By ITV Wales reporter, Megan Boot
A family who fled Afghanistan have spoken about the support they received from a charity which has been recognised for its work.
In its centenary year the National Voluntary Youth Organisation has been crowned organisation of the year.
Juma Khan Joya and his family are some of those the charity supported. In 2021, they had to leave Afghanistan and arrived in Cardiff, a city they’d never heard of before.
Their first home in the Welsh capital was the Urdd’s Residential Centre in Cardiff Bay, and they spent nearly five months living there. Juma described their time there as “very good, especially for the children” who had so much space to play.

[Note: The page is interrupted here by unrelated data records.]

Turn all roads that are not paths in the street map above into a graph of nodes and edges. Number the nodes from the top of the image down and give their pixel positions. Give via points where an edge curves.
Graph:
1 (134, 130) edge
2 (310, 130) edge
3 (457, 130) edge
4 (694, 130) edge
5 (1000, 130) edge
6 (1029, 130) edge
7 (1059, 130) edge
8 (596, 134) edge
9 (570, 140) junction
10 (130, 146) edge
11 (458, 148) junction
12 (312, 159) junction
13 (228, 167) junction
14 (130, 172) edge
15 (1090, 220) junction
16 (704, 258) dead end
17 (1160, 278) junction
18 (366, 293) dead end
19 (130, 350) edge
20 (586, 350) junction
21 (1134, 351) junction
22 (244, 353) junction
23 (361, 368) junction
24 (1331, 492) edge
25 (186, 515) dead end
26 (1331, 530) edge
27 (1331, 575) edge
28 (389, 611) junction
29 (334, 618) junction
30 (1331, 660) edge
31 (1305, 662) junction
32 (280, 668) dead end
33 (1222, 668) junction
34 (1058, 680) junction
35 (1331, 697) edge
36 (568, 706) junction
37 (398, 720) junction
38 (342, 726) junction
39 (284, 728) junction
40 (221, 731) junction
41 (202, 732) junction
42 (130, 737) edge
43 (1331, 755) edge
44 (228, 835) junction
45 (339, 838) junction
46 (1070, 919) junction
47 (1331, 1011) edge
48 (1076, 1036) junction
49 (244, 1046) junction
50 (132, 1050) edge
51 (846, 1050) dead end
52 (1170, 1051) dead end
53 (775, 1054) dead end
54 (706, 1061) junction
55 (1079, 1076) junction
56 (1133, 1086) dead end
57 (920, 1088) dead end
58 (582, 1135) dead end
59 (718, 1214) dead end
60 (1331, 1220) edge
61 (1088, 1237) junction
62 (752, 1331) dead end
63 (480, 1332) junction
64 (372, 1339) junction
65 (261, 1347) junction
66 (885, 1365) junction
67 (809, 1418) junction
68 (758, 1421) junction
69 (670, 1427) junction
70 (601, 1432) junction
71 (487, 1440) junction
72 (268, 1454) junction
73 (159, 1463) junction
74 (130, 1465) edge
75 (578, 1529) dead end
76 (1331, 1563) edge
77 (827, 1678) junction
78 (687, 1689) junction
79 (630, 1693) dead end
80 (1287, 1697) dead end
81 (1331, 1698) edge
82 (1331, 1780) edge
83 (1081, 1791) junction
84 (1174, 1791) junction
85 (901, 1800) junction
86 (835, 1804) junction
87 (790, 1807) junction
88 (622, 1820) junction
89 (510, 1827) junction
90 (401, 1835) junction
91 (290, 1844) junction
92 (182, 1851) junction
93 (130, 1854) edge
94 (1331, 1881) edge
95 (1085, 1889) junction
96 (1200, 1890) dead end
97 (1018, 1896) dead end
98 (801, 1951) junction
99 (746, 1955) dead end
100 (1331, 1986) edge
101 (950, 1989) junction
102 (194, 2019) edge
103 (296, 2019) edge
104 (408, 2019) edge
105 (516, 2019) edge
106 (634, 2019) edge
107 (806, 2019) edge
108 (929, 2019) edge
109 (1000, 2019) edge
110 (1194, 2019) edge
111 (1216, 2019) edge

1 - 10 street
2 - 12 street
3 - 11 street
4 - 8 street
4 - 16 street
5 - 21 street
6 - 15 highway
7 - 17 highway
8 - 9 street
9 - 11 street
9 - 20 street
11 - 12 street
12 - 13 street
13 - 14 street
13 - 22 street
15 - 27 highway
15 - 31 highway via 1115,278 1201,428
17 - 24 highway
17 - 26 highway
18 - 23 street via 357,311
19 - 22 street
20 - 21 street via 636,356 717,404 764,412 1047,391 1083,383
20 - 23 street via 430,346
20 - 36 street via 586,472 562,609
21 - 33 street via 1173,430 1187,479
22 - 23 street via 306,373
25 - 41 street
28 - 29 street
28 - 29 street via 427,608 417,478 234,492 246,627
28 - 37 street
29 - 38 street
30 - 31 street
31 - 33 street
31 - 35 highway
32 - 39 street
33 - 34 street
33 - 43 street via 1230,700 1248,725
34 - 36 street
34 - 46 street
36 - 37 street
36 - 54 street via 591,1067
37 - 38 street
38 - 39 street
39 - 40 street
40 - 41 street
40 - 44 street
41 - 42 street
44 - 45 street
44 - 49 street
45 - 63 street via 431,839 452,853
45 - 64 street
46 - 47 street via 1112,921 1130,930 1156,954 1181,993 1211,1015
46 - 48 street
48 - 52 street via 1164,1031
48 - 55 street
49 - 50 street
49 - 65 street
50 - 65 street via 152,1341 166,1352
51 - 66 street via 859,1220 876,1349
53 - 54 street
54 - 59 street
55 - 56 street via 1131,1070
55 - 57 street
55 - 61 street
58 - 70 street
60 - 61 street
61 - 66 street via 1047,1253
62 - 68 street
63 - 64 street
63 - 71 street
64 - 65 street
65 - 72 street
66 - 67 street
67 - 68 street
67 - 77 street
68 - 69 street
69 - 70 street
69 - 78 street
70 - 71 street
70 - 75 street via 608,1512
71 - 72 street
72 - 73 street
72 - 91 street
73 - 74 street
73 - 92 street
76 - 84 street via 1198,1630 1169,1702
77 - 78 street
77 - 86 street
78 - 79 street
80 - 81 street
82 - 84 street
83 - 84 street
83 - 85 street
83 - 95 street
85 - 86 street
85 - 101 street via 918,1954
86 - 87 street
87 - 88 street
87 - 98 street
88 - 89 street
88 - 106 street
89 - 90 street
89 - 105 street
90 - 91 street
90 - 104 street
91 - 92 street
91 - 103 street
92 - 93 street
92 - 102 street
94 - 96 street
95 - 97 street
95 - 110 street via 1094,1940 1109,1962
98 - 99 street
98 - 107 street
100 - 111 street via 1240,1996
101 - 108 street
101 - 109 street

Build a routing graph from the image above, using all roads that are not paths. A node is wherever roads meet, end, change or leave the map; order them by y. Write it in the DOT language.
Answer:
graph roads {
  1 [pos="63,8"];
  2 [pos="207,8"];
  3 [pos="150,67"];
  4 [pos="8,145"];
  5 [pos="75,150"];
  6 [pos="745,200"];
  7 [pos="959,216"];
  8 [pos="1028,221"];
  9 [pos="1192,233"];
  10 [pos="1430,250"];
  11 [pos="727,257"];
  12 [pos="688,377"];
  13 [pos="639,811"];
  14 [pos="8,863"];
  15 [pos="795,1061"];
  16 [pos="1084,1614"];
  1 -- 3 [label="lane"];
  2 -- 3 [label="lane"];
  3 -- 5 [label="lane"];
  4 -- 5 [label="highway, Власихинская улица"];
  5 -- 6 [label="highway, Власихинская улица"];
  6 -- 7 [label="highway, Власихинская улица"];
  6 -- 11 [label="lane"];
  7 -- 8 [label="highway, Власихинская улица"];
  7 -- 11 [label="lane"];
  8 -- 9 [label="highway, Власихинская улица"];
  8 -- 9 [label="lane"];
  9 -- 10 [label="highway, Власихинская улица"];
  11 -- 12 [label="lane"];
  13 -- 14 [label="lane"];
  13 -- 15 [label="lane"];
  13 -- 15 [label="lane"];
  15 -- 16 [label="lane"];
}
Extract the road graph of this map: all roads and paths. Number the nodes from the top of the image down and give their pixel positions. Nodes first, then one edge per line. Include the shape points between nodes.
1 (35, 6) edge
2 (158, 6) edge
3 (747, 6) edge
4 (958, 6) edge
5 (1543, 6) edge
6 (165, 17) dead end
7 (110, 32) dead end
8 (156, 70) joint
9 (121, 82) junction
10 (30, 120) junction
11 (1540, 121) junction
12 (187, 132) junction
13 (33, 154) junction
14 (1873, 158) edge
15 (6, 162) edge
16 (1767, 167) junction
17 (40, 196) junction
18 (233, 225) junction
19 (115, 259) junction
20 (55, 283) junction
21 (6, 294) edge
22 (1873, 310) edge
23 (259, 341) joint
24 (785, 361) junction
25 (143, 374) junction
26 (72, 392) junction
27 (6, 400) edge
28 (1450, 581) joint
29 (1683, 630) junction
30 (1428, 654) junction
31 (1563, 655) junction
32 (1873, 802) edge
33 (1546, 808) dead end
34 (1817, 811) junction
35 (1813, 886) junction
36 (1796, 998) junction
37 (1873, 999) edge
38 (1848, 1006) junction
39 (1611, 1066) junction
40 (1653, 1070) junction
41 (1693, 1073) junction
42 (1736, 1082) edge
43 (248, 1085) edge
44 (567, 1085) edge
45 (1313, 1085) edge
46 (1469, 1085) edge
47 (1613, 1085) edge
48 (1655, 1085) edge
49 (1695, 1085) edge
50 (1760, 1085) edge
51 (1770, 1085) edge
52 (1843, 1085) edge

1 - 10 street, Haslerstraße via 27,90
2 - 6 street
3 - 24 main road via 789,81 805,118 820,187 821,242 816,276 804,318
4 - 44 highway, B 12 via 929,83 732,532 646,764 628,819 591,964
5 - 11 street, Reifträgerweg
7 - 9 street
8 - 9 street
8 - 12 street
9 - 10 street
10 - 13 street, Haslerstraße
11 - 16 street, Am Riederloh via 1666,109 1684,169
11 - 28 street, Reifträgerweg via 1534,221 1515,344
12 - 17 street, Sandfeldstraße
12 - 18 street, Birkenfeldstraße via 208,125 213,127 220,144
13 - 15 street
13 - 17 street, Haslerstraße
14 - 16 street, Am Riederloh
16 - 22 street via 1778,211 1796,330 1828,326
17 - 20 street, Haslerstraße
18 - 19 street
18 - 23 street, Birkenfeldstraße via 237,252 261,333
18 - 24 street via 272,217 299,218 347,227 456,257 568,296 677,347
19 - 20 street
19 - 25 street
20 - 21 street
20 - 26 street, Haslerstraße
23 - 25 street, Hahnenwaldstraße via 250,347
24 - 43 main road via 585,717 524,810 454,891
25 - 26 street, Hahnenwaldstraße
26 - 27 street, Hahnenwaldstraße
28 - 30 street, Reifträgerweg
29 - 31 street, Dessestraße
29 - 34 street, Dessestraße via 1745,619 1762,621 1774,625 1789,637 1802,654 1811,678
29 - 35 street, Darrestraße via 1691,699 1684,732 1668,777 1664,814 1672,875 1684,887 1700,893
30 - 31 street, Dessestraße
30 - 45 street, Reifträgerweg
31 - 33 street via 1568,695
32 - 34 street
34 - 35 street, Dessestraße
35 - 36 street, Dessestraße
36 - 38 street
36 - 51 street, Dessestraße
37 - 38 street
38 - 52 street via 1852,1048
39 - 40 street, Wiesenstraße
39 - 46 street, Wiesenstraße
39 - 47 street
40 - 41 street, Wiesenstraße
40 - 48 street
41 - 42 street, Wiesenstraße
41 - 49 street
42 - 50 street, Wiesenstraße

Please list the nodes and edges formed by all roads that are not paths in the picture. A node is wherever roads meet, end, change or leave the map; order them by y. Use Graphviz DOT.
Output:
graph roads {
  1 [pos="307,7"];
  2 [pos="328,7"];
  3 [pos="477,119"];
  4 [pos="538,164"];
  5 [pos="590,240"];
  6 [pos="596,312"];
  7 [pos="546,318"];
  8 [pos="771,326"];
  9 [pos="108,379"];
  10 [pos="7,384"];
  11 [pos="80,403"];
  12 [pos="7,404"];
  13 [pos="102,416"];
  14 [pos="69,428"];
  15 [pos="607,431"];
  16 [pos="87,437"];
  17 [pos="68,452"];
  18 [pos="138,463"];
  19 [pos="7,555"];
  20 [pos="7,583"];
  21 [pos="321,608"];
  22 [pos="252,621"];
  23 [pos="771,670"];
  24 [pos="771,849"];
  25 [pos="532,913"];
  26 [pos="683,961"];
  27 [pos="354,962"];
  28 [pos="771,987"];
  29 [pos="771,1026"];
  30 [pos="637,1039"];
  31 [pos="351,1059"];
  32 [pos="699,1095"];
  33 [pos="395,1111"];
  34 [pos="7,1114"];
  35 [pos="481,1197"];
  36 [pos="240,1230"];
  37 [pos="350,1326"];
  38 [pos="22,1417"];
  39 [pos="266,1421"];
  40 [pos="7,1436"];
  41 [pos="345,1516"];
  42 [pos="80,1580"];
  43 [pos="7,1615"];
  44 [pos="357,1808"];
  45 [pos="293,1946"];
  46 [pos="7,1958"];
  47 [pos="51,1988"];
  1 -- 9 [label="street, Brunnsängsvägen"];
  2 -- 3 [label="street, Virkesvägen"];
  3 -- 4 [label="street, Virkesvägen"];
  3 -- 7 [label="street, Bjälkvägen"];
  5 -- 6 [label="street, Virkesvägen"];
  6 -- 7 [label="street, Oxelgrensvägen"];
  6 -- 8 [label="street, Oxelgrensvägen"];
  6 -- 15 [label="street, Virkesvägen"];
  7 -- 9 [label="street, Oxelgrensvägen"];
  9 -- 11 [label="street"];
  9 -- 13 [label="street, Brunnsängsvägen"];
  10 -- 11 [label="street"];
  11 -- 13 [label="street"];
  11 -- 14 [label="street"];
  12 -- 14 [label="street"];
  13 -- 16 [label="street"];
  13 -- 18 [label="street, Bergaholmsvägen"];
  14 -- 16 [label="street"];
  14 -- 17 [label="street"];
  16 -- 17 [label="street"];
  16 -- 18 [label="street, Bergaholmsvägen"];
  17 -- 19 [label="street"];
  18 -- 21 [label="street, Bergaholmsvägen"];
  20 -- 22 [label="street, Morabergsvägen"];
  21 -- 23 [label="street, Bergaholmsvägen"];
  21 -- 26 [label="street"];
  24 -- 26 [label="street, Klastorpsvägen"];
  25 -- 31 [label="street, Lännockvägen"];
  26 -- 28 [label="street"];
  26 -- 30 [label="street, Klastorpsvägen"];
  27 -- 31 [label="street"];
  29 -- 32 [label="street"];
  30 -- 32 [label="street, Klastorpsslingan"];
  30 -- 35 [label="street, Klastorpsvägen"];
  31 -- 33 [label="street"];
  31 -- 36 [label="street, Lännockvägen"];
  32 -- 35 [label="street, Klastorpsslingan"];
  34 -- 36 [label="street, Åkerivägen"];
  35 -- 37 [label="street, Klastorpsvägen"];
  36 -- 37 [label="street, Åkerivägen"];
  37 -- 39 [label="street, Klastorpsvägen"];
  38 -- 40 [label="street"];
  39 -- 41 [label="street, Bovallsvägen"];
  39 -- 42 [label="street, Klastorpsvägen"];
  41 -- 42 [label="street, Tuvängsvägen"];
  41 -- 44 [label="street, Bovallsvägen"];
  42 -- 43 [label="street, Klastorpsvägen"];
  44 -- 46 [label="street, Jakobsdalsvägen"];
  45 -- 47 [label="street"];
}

The organisation was offering far more than just accommodation. There was art and craft, music, football, trips, welsh lessons - a whole array of sessions to help people feel welcomed and supported.
Ceren Roberts is the director of the centre and said it was very important to provide fun activities for the 110 Afghans they hosted, particularly after the traumatic events they had faced. And it was a model the organisation followed when they welcomed refugees fleeing Ukraine.
Humanitarian work has always been part of the Urdd’s DNA - a hundred years on and those achievements continue to be celebrated.
Ahead of Welsh Charities Week, ITV Wales News has been meeting some of the winners whose work is being recognised.
Organised by the WcVA, the awards highlight the impact organisations and individuals across the country are making.
ITV Cymru Wales is pleased to be supporting the Welsh Charities Week again this year as a Media Partner.
The Welsh Charities Week, organised by WCVA, will be taking place between 21 - 25 November and aims to recognise and shine a light on the work of charities, voluntary organisations, community groups and volunteers across Wales.